◆ **EXCERPTED RECORDS**:
------------------------------------------------
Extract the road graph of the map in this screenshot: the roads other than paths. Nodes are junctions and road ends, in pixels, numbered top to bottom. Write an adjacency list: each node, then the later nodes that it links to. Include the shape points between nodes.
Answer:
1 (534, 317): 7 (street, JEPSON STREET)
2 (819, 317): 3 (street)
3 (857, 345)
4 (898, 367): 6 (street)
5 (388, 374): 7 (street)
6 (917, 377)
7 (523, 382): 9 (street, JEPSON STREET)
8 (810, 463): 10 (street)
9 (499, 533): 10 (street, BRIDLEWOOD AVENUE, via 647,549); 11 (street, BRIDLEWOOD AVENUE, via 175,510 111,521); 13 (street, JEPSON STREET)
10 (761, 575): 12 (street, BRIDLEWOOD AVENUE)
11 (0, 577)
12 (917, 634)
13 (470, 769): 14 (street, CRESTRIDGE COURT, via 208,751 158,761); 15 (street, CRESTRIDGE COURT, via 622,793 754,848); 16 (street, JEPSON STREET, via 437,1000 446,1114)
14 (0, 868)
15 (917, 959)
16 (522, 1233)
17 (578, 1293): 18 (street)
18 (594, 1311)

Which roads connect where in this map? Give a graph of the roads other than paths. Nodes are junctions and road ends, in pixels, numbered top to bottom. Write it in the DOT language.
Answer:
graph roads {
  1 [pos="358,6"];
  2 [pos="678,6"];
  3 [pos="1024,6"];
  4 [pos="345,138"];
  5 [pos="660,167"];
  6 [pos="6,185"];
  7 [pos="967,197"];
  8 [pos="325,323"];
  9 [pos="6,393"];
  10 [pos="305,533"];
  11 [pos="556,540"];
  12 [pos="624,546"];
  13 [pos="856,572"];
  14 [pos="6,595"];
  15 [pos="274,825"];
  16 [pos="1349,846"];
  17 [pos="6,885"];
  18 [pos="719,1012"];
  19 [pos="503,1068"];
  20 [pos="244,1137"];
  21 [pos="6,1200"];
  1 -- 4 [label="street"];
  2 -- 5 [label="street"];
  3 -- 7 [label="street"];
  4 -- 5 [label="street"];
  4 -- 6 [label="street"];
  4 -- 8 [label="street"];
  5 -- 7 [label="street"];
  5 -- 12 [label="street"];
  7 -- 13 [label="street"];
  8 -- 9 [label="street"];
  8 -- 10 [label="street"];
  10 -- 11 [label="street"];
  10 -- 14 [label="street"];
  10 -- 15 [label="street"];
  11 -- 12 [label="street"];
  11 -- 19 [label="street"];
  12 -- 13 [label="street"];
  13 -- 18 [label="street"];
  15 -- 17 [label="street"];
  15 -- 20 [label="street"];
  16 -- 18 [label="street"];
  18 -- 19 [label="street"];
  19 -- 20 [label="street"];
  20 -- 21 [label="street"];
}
------------------------------------------------
◆ **WORK TO COMPLETE**: Give back the material above without altering a single word.

◆ **EXERCISE RESULT**:
Extract the road graph of the map in this screenshot: the roads other than paths. Nodes are junctions and road ends, in pixels, numbered top to bottom. Write an adjacency list: each node, then the later nodes that it links to. Include the shape points between nodes.
Answer:
1 (534, 317): 7 (street, JEPSON STREET)
2 (819, 317): 3 (street)
3 (857, 345)
4 (898, 367): 6 (street)
5 (388, 374): 7 (street)
6 (917, 377)
7 (523, 382): 9 (street, JEPSON STREET)
8 (810, 463): 10 (street)
9 (499, 533): 10 (street, BRIDLEWOOD AVENUE, via 647,549); 11 (street, BRIDLEWOOD AVENUE, via 175,510 111,521); 13 (street, JEPSON STREET)
10 (761, 575): 12 (street, BRIDLEWOOD AVENUE)
11 (0, 577)
12 (917, 634)
13 (470, 769): 14 (street, CRESTRIDGE COURT, via 208,751 158,761); 15 (street, CRESTRIDGE COURT, via 622,793 754,848); 16 (street, JEPSON STREET, via 437,1000 446,1114)
14 (0, 868)
15 (917, 959)
16 (522, 1233)
17 (578, 1293): 18 (street)
18 (594, 1311)

Which roads connect where in this map? Give a graph of the roads other than paths. Nodes are junctions and road ends, in pixels, numbered top to bottom. Write it in the DOT language.
Answer:
graph roads {
  1 [pos="358,6"];
  2 [pos="678,6"];
  3 [pos="1024,6"];
  4 [pos="345,138"];
  5 [pos="660,167"];
  6 [pos="6,185"];
  7 [pos="967,197"];
  8 [pos="325,323"];
  9 [pos="6,393"];
  10 [pos="305,533"];
  11 [pos="556,540"];
  12 [pos="624,546"];
  13 [pos="856,572"];
  14 [pos="6,595"];
  15 [pos="274,825"];
  16 [pos="1349,846"];
  17 [pos="6,885"];
  18 [pos="719,1012"];
  19 [pos="503,1068"];
  20 [pos="244,1137"];
  21 [pos="6,1200"];
  1 -- 4 [label="street"];
  2 -- 5 [label="street"];
  3 -- 7 [label="street"];
  4 -- 5 [label="street"];
  4 -- 6 [label="street"];
  4 -- 8 [label="street"];
  5 -- 7 [label="street"];
  5 -- 12 [label="street"];
  7 -- 13 [label="street"];
  8 -- 9 [label="street"];
  8 -- 10 [label="street"];
  10 -- 11 [label="street"];
  10 -- 14 [label="street"];
  10 -- 15 [label="street"];
  11 -- 12 [label="street"];
  11 -- 19 [label="street"];
  12 -- 13 [label="street"];
  13 -- 18 [label="street"];
  15 -- 17 [label="street"];
  15 -- 20 [label="street"];
  16 -- 18 [label="street"];
  18 -- 19 [label="street"];
  19 -- 20 [label="street"];
  20 -- 21 [label="street"];
}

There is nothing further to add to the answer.